MEVLÂNÂ’NIN FİKRİ HAYATI

Abdülbaki GÖLPINARLI

Mevlânâ Celâleddin, Hind-İran, Roma-Bizans kaynaklarından gelen, yer yer, eski dinlerin, hattâ yerli halkın inanç ve gelenekleriyle beslenen, sonucu “Hükemâ” denen İslâm filozofları tarafından İslâmîleştirilen, inançlarıyla, nazariyeleriyle, terimleriyle kalıplaşan ve hayalî bir idealizm olan Vahdet-i Vücudcu (Varlık Birliği) tasavvufu, insancı ve moralist bir tarza sokan büyük bir mütefekkirdir. O, idealist bir sistemin verdiği vicdanî huzurla bu birlik âleminde kendinden geçmez, ferdiyetini terk eder, insanlara yayılır. Ona göre; bütün aykırılıklar, ayrılıklar, gidiş yollarındadır. Onun inancı, insanı yoklum âlemine çeken, hayallere daldıran bir inanç olmaktan ziyade amelî bir Varlık Birliği inancıdır. Sınırsız bir müsamahayla insanlığı hâkim eden, iyiliği ve hayrı gözeten bir birliktir.
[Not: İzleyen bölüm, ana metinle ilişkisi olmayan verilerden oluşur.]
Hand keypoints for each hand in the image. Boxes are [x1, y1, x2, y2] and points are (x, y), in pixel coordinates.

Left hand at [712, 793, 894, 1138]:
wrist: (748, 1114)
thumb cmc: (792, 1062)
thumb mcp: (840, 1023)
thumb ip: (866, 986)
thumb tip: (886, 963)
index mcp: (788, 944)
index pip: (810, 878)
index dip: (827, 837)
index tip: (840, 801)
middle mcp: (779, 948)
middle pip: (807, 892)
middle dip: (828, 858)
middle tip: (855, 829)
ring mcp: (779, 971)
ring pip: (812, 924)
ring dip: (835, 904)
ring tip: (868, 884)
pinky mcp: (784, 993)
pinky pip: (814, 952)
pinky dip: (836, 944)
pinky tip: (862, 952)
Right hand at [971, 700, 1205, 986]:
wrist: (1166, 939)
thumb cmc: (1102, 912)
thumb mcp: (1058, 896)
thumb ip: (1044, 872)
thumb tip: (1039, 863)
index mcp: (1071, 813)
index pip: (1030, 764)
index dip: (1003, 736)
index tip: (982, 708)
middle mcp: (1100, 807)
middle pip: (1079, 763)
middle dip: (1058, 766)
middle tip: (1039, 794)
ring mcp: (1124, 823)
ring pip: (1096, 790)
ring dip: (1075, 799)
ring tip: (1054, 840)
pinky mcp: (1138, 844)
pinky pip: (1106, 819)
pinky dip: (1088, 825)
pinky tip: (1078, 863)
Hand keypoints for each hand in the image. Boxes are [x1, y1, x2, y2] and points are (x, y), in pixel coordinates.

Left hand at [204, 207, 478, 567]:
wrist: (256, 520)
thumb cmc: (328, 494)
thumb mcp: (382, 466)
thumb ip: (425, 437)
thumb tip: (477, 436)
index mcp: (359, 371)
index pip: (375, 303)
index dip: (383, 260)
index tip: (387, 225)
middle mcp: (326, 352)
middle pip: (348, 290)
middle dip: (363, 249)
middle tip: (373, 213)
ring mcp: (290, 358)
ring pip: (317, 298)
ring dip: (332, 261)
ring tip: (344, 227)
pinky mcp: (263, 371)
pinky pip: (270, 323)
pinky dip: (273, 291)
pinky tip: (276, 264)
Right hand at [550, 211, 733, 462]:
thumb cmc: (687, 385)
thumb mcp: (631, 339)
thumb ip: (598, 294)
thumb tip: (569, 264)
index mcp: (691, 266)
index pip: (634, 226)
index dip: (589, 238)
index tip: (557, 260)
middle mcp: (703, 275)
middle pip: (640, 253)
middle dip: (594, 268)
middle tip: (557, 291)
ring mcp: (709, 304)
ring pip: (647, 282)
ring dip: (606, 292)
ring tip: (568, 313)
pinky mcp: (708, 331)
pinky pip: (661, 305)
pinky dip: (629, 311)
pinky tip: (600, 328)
Mevlânâ’ya göre dünya kötü değildir; hattâ para-pul, çoluk-çocuk, dünya değildir; dünya, Tanrıdan, gerçek varlıktan gaflet etmektir. Bir kabın içinde su yoksa denizin ortasında bile olsa batmaz, fakat içinde su olursa batar-gider. Bunun gibi insanın içinde dünya hırsı olmadıkça insan dünya nîmetlerine gark olsa ona hiçbir zarar gelmez, içinde hırs olan batar.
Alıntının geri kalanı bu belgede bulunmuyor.